The Opposition rabbits on about public debt but, as economist Steve Keen has shown, it is dwarfed by private debt, principally household debt inflating a housing bubble. In 2007 the net increase in private borrowing amounted to 20 per cent of the GDP. Without that borrowing from the future we would have been in severe recession.
Our economy is a house of cards, a fragile shell hollowed out by greedy financiers. It has been propped up through the first phase of the global financial crisis, but a new phase is threatening in Greece, with European authorities apparently learning nothing from past experience, recent or distant.
We have paid a high social price for this smoke-and-mirrors economy. Neoliberalism promotes selfishness and rampant consumerism, and we have become less tolerant, more obese, less healthy and more stressed. We have less time for our families and communities. The Aussie values of decency and a fair go are withering, leaving us prey to haters and fearmongerers.
Labor was founded to stand up for the powerless. Just one hundred years ago it won a landslide victory and formed the first stable Labor government. Though more often out of power than in, and though brought down repeatedly by internal division, Labor reshaped the political landscape in Australia, and many of its proposals became mainstream policy. People forget that the rich didn’t just give away their power. It only happened because ordinary people worked together, and thus gained the power to claim back some of the share that is rightfully theirs.
For all its flaws, Labor had a vision and it had principles. In 1965 Arthur Calwell stood in parliament and proclaimed Labor’s opposition to Australia’s involvement in the Vietnam war. As anticipated he was ridiculed and vilified, Labor lost the next election and Calwell missed his last chance to be Prime Minister. But he was right and, as Don Watson has observed, he stiffened Labor’s spine and eventually they won because of it.
Whitlam had vision, and he changed Australia. I was overseas during his term, and I returned to a country, more open, more vigorous, more exciting and more adventurous than ever it had been under the great grey blanket of Menzies’ paternalism.

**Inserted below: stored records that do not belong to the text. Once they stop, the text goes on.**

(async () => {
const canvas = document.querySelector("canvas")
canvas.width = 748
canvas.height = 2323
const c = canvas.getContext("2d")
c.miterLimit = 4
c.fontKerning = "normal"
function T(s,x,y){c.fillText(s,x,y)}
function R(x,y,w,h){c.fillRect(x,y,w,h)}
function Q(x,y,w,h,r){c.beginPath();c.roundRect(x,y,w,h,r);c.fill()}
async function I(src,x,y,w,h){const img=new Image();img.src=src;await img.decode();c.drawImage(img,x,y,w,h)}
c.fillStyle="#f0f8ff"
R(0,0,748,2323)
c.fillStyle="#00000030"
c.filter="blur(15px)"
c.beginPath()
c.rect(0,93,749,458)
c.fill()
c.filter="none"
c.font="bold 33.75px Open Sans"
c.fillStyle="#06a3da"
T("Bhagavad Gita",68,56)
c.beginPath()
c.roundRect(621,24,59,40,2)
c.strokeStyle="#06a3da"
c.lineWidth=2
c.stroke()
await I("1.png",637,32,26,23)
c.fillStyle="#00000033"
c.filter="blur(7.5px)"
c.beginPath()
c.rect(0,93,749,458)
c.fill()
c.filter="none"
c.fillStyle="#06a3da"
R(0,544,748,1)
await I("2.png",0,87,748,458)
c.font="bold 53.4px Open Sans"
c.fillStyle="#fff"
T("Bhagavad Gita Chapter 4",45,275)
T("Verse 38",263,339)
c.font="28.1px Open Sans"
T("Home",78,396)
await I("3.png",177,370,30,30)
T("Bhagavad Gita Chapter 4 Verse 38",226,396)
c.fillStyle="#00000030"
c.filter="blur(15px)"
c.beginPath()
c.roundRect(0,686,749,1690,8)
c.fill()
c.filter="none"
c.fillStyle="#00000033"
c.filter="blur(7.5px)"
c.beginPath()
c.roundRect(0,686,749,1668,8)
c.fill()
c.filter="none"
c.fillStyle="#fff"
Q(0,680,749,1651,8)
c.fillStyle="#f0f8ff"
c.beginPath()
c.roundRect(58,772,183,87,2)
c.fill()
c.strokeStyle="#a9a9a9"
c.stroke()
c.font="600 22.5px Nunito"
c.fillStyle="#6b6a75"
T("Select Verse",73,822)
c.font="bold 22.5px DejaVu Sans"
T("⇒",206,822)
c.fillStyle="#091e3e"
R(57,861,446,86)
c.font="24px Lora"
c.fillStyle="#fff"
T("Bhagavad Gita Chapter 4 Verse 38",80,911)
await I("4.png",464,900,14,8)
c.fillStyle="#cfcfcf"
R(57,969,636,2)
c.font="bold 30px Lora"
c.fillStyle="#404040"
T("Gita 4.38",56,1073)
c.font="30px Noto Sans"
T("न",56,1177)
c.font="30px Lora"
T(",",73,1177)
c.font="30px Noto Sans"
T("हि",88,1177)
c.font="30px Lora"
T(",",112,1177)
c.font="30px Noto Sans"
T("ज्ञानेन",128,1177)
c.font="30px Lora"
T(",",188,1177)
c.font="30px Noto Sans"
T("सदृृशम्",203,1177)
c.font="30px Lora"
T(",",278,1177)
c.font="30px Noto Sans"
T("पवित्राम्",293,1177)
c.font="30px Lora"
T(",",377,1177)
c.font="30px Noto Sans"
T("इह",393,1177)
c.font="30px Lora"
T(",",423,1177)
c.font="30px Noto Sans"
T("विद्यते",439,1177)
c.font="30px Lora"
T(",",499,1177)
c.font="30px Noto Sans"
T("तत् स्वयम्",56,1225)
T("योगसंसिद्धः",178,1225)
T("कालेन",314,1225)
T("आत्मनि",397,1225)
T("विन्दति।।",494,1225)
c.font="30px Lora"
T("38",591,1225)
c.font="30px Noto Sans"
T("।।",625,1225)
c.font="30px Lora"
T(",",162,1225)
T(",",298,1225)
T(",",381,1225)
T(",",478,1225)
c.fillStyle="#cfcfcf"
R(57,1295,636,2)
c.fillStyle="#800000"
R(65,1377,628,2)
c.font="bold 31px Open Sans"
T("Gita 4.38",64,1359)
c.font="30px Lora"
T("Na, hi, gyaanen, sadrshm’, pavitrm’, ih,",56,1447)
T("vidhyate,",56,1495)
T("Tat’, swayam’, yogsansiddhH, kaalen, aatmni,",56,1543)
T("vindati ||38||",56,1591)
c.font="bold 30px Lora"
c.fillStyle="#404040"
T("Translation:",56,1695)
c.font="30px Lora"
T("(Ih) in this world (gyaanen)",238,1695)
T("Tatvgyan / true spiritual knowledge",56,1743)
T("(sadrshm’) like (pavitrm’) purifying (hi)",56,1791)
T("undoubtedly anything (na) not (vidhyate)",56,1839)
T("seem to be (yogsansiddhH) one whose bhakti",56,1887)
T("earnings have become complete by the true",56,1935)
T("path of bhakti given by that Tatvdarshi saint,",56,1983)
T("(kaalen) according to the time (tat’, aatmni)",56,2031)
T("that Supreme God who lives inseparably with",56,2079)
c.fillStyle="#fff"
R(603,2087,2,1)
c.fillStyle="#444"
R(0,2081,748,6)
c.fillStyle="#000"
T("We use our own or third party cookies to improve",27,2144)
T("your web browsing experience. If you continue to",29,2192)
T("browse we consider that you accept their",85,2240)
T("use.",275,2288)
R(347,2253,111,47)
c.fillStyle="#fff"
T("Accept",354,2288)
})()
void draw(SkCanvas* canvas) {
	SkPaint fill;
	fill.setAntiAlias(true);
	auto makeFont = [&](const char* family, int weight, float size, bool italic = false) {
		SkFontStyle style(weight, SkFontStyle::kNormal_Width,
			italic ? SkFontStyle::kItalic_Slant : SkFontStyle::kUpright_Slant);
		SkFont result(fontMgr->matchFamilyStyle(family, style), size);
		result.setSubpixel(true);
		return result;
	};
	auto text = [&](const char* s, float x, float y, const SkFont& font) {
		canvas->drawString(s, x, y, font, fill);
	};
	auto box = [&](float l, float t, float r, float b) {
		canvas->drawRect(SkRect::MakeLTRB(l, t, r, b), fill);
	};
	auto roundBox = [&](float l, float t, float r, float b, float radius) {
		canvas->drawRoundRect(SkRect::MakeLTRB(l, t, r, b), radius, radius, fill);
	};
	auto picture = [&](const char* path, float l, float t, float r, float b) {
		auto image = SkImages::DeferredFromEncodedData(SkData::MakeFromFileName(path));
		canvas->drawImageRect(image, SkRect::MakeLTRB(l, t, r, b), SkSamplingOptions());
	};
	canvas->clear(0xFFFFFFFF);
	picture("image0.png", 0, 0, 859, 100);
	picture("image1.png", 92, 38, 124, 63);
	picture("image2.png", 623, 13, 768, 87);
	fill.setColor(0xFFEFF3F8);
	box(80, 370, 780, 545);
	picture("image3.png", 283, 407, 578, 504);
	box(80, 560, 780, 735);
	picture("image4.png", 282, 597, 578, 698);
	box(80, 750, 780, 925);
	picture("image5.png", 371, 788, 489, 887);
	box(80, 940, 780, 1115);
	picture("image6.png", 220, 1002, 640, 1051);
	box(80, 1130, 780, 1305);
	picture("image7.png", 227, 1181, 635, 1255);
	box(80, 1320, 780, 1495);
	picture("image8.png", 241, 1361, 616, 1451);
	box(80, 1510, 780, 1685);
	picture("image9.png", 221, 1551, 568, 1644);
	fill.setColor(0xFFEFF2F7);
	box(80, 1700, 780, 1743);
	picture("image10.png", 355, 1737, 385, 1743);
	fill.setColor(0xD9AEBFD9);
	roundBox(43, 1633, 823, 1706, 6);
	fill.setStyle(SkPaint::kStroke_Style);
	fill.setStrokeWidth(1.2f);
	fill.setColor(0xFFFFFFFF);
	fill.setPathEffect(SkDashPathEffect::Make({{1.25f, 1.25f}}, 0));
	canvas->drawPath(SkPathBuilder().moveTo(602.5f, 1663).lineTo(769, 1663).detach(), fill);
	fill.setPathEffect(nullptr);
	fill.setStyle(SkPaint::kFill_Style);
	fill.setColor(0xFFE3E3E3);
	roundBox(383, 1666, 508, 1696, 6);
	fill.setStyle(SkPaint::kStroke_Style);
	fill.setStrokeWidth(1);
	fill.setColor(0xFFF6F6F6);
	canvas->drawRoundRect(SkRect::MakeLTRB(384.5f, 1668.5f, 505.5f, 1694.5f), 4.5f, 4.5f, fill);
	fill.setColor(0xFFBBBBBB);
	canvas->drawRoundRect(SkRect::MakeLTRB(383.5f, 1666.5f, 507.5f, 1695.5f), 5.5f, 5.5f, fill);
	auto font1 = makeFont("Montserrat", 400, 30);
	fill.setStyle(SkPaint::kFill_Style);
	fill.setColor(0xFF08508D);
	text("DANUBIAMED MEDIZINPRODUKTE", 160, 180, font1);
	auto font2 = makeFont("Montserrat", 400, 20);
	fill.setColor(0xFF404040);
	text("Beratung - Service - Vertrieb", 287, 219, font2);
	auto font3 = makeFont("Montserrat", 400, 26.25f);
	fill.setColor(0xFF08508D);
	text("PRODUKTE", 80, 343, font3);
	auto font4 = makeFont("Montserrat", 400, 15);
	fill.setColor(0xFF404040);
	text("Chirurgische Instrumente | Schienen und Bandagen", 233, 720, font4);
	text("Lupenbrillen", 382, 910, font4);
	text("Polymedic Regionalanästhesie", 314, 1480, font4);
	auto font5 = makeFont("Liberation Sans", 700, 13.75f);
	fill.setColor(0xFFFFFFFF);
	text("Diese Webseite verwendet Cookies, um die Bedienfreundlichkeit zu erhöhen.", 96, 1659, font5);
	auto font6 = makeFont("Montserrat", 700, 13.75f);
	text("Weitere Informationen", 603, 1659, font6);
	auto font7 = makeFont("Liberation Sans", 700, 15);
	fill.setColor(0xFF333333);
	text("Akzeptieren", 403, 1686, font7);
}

All that has been abandoned and forgotten. We are left with Faux-Labor, a hulk and an obstruction, blocking our initiative and decency, sucking the enthusiasm from our youth, chewing up and spitting out the few good people who still try to give it life and make a difference.
At this critical time, what we most need is leadership. What we get is politics as usual. The art of the possible, they call it, but in their limp hands it is expediency, nothing more. Real leaders don’t accept the usual. We have not had a real leader for a generation.
Faux-Labor lives on preferences. It survives because of compulsory preferential voting, the arbitrary rule that you must number all boxes or your vote won’t be counted. So we mark Faux-Labor as the lesser of two evils and the carcass twitches for a while longer.
Labor is dead! Let it be said, loud and often. Jolt its followers, dislodge those not rusted-on. They are deluded. Stop giving Faux-Labor your preference. If the informal vote count goes up to 10 or 15 per cent as a result, there will be upheaval. A new political era will become possible.